*Exercise directions*: Exactly as written, output each record given below.

*Data for the task*:
┄┄┄┄┄┄┄┄┄┄┄┄┄┄┄┄┄┄┄┄

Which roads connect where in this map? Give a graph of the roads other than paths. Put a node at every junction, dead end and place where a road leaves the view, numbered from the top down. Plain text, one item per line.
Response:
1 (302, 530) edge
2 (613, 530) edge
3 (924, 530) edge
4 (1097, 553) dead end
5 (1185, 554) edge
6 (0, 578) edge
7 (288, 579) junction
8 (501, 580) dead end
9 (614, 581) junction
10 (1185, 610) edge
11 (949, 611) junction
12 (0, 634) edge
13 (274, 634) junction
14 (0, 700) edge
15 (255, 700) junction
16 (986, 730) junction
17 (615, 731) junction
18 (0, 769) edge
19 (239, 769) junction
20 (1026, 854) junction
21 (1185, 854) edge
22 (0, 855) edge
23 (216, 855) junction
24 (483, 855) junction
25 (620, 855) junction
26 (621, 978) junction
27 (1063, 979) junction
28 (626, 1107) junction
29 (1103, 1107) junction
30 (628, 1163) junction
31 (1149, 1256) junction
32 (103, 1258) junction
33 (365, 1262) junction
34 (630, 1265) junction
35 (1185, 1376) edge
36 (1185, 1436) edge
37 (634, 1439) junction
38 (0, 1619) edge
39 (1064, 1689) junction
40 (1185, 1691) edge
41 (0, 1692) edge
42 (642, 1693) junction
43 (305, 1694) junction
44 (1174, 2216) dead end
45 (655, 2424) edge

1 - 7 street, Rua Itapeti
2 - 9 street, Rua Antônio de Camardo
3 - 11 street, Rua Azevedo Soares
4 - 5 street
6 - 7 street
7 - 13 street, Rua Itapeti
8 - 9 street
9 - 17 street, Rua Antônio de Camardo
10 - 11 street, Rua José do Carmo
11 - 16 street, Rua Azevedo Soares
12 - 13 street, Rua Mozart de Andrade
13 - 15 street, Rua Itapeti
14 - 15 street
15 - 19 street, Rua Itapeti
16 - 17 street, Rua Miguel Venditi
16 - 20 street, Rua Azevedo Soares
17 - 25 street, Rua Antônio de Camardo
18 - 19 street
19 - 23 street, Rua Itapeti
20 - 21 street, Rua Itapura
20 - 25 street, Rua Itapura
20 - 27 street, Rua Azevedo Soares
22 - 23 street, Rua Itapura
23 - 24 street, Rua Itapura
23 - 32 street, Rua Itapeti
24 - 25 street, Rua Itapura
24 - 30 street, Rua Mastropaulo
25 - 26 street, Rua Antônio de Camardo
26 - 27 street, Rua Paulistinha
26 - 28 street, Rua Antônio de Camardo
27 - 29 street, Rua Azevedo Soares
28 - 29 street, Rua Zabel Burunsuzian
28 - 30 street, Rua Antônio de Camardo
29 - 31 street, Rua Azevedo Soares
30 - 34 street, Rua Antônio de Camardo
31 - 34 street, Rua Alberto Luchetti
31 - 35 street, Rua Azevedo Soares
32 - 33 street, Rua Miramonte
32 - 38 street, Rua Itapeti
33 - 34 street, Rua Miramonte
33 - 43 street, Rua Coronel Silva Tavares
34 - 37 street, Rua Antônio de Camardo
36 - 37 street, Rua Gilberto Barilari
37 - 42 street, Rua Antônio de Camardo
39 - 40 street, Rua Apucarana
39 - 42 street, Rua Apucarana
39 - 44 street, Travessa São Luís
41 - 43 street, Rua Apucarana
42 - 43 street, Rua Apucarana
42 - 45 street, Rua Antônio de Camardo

┄┄┄┄┄┄┄┄┄┄┄┄┄┄┄┄┄┄┄┄

*Written solution*:
Which roads connect where in this map? Give a graph of the roads other than paths. Put a node at every junction, dead end and place where a road leaves the view, numbered from the top down. Plain text, one item per line.
Response:
1 (302, 530) edge
2 (613, 530) edge
3 (924, 530) edge
4 (1097, 553) dead end
5 (1185, 554) edge
6 (0, 578) edge
7 (288, 579) junction
8 (501, 580) dead end
9 (614, 581) junction
10 (1185, 610) edge
11 (949, 611) junction
12 (0, 634) edge
13 (274, 634) junction
14 (0, 700) edge
15 (255, 700) junction
16 (986, 730) junction
17 (615, 731) junction
18 (0, 769) edge
19 (239, 769) junction
20 (1026, 854) junction
21 (1185, 854) edge
22 (0, 855) edge
23 (216, 855) junction
24 (483, 855) junction
25 (620, 855) junction
26 (621, 978) junction
27 (1063, 979) junction
28 (626, 1107) junction
29 (1103, 1107) junction
30 (628, 1163) junction
31 (1149, 1256) junction
32 (103, 1258) junction
33 (365, 1262) junction
34 (630, 1265) junction
35 (1185, 1376) edge
36 (1185, 1436) edge
37 (634, 1439) junction
38 (0, 1619) edge
39 (1064, 1689) junction
40 (1185, 1691) edge
41 (0, 1692) edge
42 (642, 1693) junction
43 (305, 1694) junction
44 (1174, 2216) dead end
45 (655, 2424) edge

1 - 7 street, Rua Itapeti
2 - 9 street, Rua Antônio de Camardo
3 - 11 street, Rua Azevedo Soares
4 - 5 street
6 - 7 street
7 - 13 street, Rua Itapeti
8 - 9 street
9 - 17 street, Rua Antônio de Camardo
10 - 11 street, Rua José do Carmo
11 - 16 street, Rua Azevedo Soares
12 - 13 street, Rua Mozart de Andrade
13 - 15 street, Rua Itapeti
14 - 15 street
15 - 19 street, Rua Itapeti
16 - 17 street, Rua Miguel Venditi
16 - 20 street, Rua Azevedo Soares
17 - 25 street, Rua Antônio de Camardo
18 - 19 street
19 - 23 street, Rua Itapeti
20 - 21 street, Rua Itapura
20 - 25 street, Rua Itapura
20 - 27 street, Rua Azevedo Soares
22 - 23 street, Rua Itapura
23 - 24 street, Rua Itapura
23 - 32 street, Rua Itapeti
24 - 25 street, Rua Itapura
24 - 30 street, Rua Mastropaulo
25 - 26 street, Rua Antônio de Camardo
26 - 27 street, Rua Paulistinha
26 - 28 street, Rua Antônio de Camardo
27 - 29 street, Rua Azevedo Soares
28 - 29 street, Rua Zabel Burunsuzian
28 - 30 street, Rua Antônio de Camardo
29 - 31 street, Rua Azevedo Soares
30 - 34 street, Rua Antônio de Camardo
31 - 34 street, Rua Alberto Luchetti
31 - 35 street, Rua Azevedo Soares
32 - 33 street, Rua Miramonte
32 - 38 street, Rua Itapeti
33 - 34 street, Rua Miramonte
33 - 43 street, Rua Coronel Silva Tavares
34 - 37 street, Rua Antônio de Camardo
36 - 37 street, Rua Gilberto Barilari
37 - 42 street, Rua Antônio de Camardo
39 - 40 street, Rua Apucarana
39 - 42 street, Rua Apucarana
39 - 44 street, Travessa São Luís
41 - 43 street, Rua Apucarana
42 - 43 street, Rua Apucarana
42 - 45 street, Rua Antônio de Camardo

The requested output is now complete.